Exercise requirements :: Verbatim copy, images omitted: return the full listing.

Extracted information ::
· · · · ·

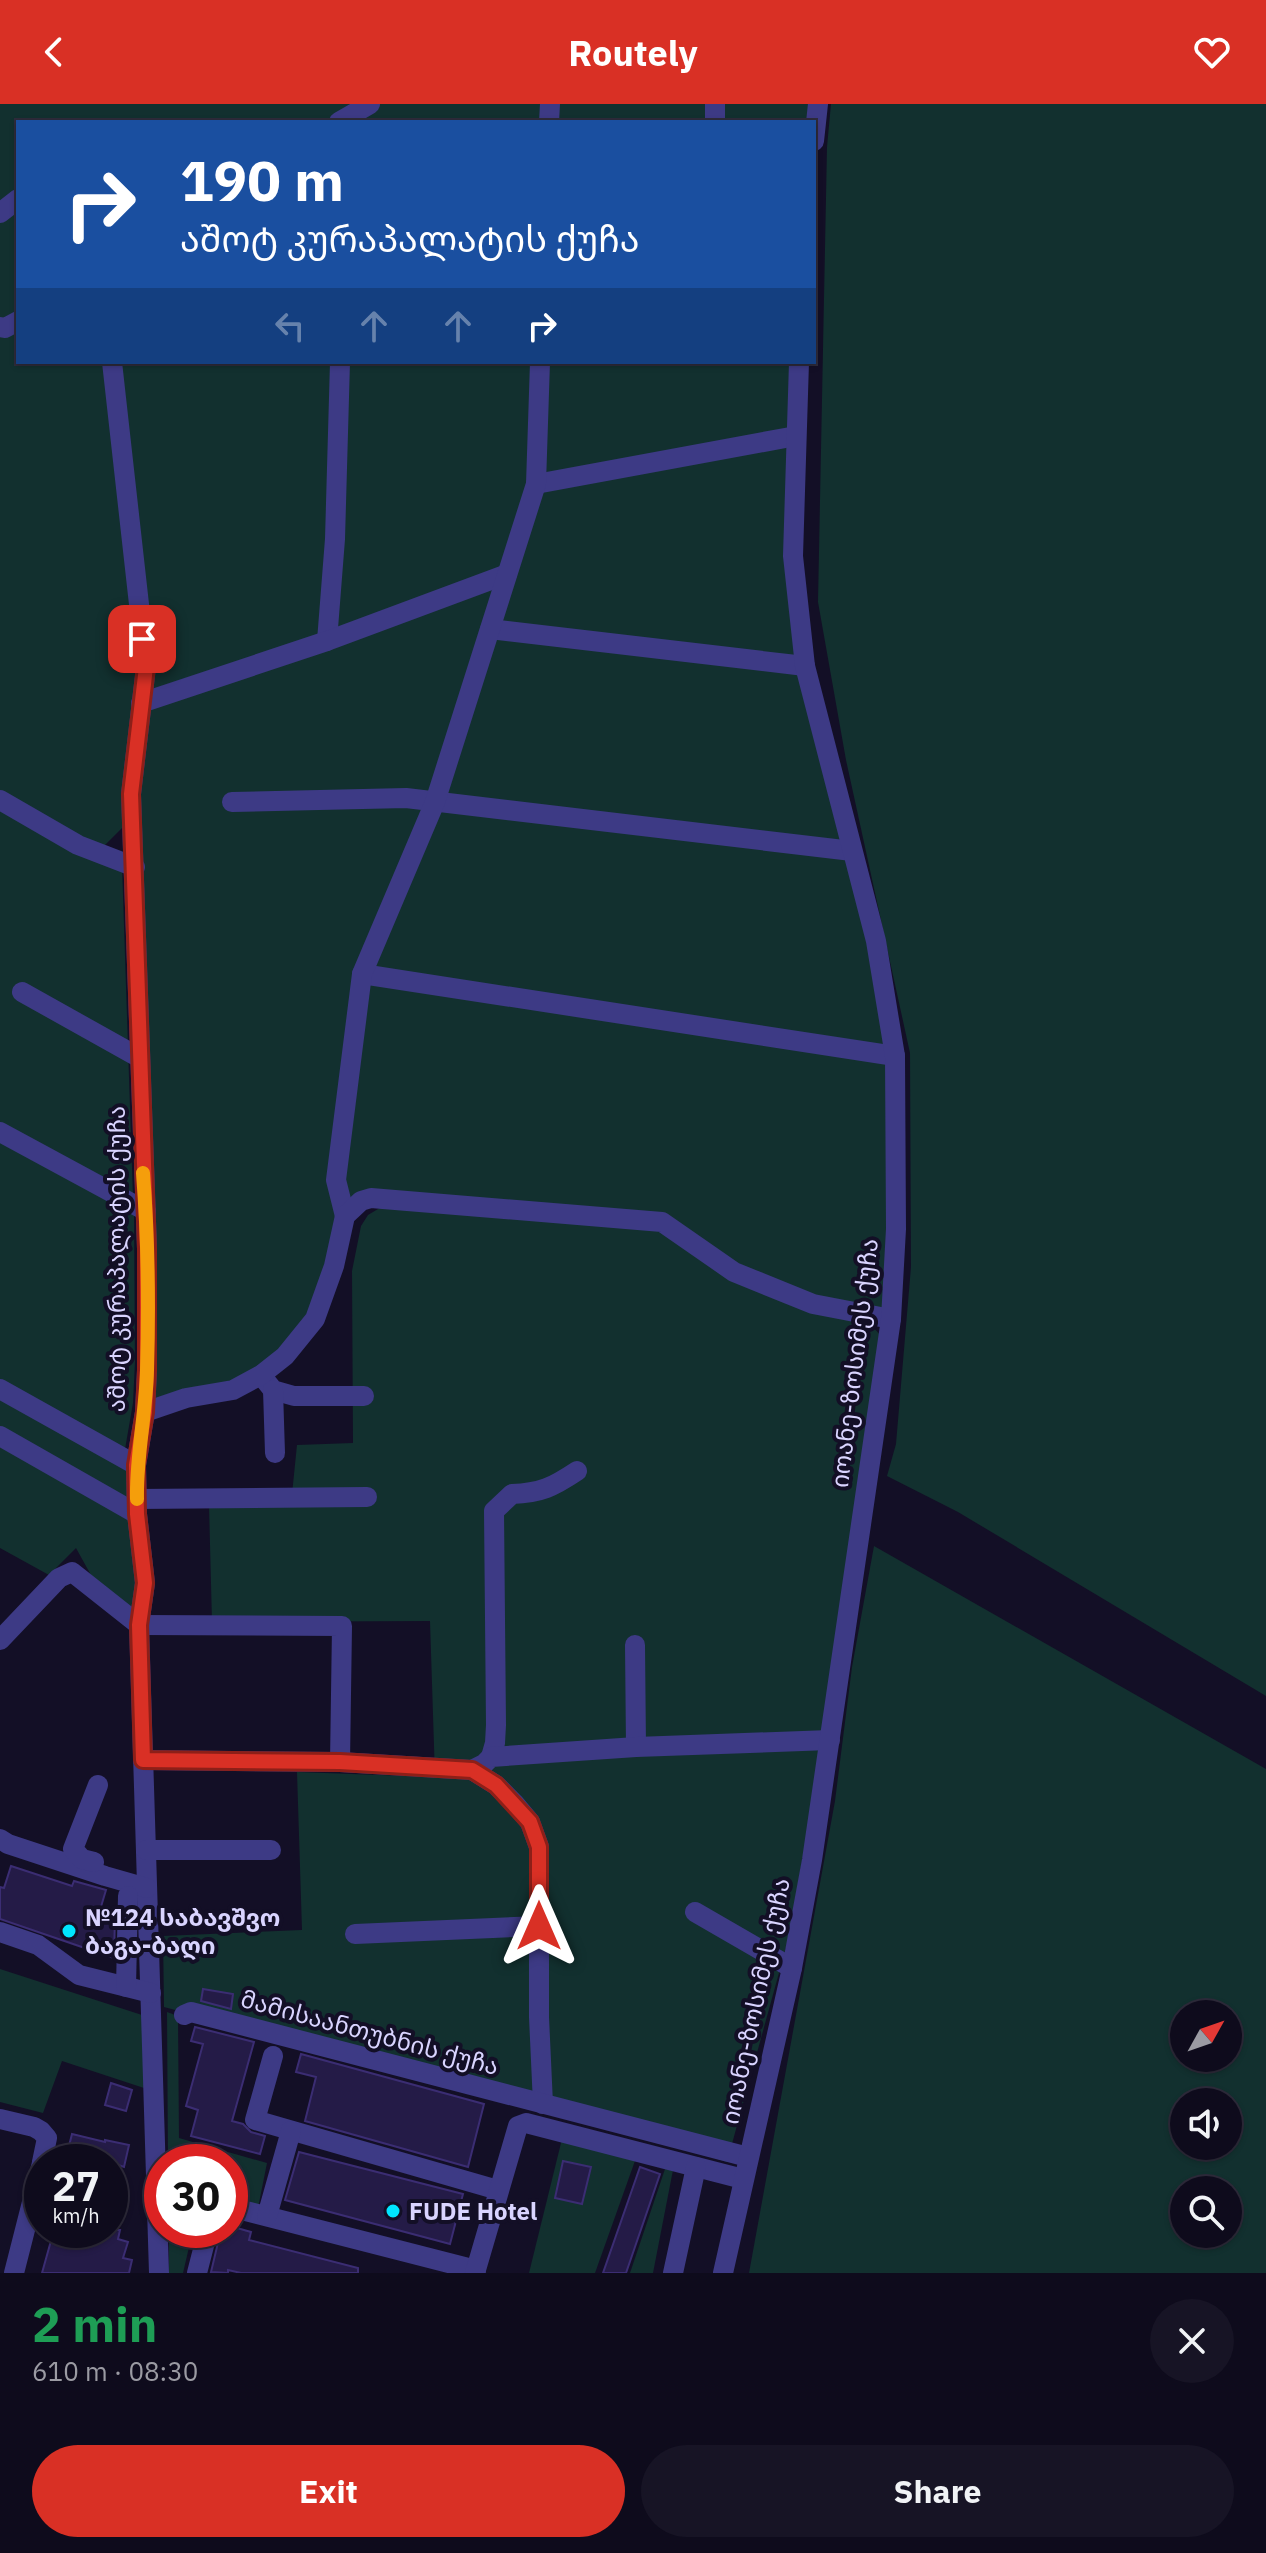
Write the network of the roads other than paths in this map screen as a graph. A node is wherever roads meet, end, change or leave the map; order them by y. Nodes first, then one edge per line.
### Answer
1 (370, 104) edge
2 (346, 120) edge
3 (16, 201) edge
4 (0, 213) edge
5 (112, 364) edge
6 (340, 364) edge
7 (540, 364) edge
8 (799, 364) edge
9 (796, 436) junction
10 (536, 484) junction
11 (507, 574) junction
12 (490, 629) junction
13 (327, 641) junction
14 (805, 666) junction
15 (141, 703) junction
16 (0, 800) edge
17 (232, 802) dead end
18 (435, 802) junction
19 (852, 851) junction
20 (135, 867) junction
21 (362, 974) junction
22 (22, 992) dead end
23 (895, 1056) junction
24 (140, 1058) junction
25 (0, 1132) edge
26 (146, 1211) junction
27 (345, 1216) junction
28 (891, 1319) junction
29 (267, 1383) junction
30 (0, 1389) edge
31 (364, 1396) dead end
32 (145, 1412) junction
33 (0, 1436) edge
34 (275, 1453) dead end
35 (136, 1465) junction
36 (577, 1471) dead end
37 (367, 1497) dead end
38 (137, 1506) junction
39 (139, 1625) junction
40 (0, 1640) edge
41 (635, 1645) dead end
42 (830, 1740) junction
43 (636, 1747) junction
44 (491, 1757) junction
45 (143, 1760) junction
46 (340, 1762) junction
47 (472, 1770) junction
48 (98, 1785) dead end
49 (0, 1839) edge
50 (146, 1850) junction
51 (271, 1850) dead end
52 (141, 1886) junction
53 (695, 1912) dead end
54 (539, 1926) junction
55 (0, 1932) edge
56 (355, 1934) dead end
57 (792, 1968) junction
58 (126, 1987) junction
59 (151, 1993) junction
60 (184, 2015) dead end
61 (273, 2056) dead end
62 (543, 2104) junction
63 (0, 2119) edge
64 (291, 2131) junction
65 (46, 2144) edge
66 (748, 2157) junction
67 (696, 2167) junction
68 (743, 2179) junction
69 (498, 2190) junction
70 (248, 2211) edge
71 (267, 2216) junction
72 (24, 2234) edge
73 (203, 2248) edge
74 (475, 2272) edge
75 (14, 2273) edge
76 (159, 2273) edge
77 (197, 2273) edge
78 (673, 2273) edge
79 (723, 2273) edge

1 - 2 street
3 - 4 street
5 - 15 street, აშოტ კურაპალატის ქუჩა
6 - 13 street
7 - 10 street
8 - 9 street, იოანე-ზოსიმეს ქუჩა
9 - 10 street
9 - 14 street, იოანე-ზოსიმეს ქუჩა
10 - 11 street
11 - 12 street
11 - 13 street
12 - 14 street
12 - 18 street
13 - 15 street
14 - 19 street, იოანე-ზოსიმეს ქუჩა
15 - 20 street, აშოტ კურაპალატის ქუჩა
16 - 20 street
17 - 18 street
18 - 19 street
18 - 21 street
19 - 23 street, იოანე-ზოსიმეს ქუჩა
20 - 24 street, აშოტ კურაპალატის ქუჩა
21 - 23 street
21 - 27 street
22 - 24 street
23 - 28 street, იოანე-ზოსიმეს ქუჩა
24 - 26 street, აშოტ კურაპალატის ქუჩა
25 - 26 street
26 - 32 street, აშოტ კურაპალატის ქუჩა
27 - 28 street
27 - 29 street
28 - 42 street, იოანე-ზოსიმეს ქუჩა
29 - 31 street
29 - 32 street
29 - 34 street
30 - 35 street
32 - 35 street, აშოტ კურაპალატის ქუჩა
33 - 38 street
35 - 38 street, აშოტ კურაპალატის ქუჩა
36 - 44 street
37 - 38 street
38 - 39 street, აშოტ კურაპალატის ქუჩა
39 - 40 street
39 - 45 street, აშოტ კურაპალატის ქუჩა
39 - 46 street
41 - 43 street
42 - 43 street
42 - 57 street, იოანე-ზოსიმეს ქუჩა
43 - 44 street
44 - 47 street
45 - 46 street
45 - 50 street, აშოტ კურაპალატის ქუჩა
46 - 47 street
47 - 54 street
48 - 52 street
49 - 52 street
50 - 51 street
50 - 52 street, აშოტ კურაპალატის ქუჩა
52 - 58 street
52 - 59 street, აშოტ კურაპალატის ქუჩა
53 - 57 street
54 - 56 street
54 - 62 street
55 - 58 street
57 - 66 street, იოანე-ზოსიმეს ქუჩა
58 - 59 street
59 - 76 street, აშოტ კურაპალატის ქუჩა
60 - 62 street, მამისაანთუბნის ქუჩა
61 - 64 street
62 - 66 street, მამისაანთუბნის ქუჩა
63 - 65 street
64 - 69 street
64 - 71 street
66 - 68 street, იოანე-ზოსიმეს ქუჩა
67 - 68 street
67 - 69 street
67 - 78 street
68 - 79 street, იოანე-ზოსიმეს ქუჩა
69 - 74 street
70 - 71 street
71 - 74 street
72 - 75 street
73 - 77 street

· · · · ·

Result for this task ::
Write the network of the roads other than paths in this map screen as a graph. A node is wherever roads meet, end, change or leave the map; order them by y. Nodes first, then one edge per line.
### Answer
1 (370, 104) edge
2 (346, 120) edge
3 (16, 201) edge
4 (0, 213) edge
5 (112, 364) edge
6 (340, 364) edge
7 (540, 364) edge
8 (799, 364) edge
9 (796, 436) junction
10 (536, 484) junction
11 (507, 574) junction
12 (490, 629) junction
13 (327, 641) junction
14 (805, 666) junction
15 (141, 703) junction
16 (0, 800) edge
17 (232, 802) dead end
18 (435, 802) junction
19 (852, 851) junction
20 (135, 867) junction
21 (362, 974) junction
22 (22, 992) dead end
23 (895, 1056) junction
24 (140, 1058) junction
25 (0, 1132) edge
26 (146, 1211) junction
27 (345, 1216) junction
28 (891, 1319) junction
29 (267, 1383) junction
30 (0, 1389) edge
31 (364, 1396) dead end
32 (145, 1412) junction
33 (0, 1436) edge
34 (275, 1453) dead end
35 (136, 1465) junction
36 (577, 1471) dead end
37 (367, 1497) dead end
38 (137, 1506) junction
39 (139, 1625) junction
40 (0, 1640) edge
41 (635, 1645) dead end
42 (830, 1740) junction
43 (636, 1747) junction
44 (491, 1757) junction
45 (143, 1760) junction
46 (340, 1762) junction
47 (472, 1770) junction
48 (98, 1785) dead end
49 (0, 1839) edge
50 (146, 1850) junction
51 (271, 1850) dead end
52 (141, 1886) junction
53 (695, 1912) dead end
54 (539, 1926) junction
55 (0, 1932) edge
56 (355, 1934) dead end
57 (792, 1968) junction
58 (126, 1987) junction
59 (151, 1993) junction
60 (184, 2015) dead end
61 (273, 2056) dead end
62 (543, 2104) junction
63 (0, 2119) edge
64 (291, 2131) junction
65 (46, 2144) edge
66 (748, 2157) junction
67 (696, 2167) junction
68 (743, 2179) junction
69 (498, 2190) junction
70 (248, 2211) edge
71 (267, 2216) junction
72 (24, 2234) edge
73 (203, 2248) edge
74 (475, 2272) edge
75 (14, 2273) edge
76 (159, 2273) edge
77 (197, 2273) edge
78 (673, 2273) edge
79 (723, 2273) edge

1 - 2 street
3 - 4 street
5 - 15 street, აშოტ კურაპალატის ქუჩა
6 - 13 street
7 - 10 street
8 - 9 street, იოანე-ზოსიმეს ქუჩა
9 - 10 street
9 - 14 street, იოანე-ზოსიმეს ქუჩა
10 - 11 street
11 - 12 street
11 - 13 street
12 - 14 street
12 - 18 street
13 - 15 street
14 - 19 street, იოანე-ზოსიმეს ქუჩა
15 - 20 street, აშოტ კურაპალატის ქუჩა
16 - 20 street
17 - 18 street
18 - 19 street
18 - 21 street
19 - 23 street, იოანე-ზოსიმეს ქუჩა
20 - 24 street, აშოტ კურაპალატის ქუჩა
21 - 23 street
21 - 27 street
22 - 24 street
23 - 28 street, იოანე-ზოსიმეს ქუჩა
24 - 26 street, აშოტ კურაპალატის ქუჩა
25 - 26 street
26 - 32 street, აშოტ კურაპალატის ქუჩა
27 - 28 street
27 - 29 street
28 - 42 street, იოანე-ზოსიმეს ქუჩა
29 - 31 street
29 - 32 street
29 - 34 street
30 - 35 street
32 - 35 street, აშოტ კურაპალატის ქუჩა
33 - 38 street
35 - 38 street, აშოტ კურაპალატის ქუჩა
36 - 44 street
37 - 38 street
38 - 39 street, აშოტ კურაპალატის ქუჩა
39 - 40 street
39 - 45 street, აშოტ კურაპალატის ქუჩა
39 - 46 street
41 - 43 street
42 - 43 street
42 - 57 street, იოანე-ზოსიმეს ქუჩა
43 - 44 street
44 - 47 street
45 - 46 street
45 - 50 street, აშოტ კურაპალატის ქუჩა
46 - 47 street
47 - 54 street
48 - 52 street
49 - 52 street
50 - 51 street
50 - 52 street, აშოტ კურაპალატის ქუჩა
52 - 58 street
52 - 59 street, აშოტ კურაპალატის ქუჩა
53 - 57 street
54 - 56 street
54 - 62 street
55 - 58 street
57 - 66 street, იოანე-ზოსიმეს ქუჩა
58 - 59 street
59 - 76 street, აშოტ კურაპალატის ქუჩა
60 - 62 street, მამისაანთუბნის ქუჩა
61 - 64 street
62 - 66 street, მამისაანთუბნის ქუჩა
63 - 65 street
64 - 69 street
64 - 71 street
66 - 68 street, იოანე-ზოსიმეს ქუჩა
67 - 68 street
67 - 69 street
67 - 78 street
68 - 79 street, იოანე-ზოსიმეს ქუჩა
69 - 74 street
70 - 71 street
71 - 74 street
72 - 75 street
73 - 77 street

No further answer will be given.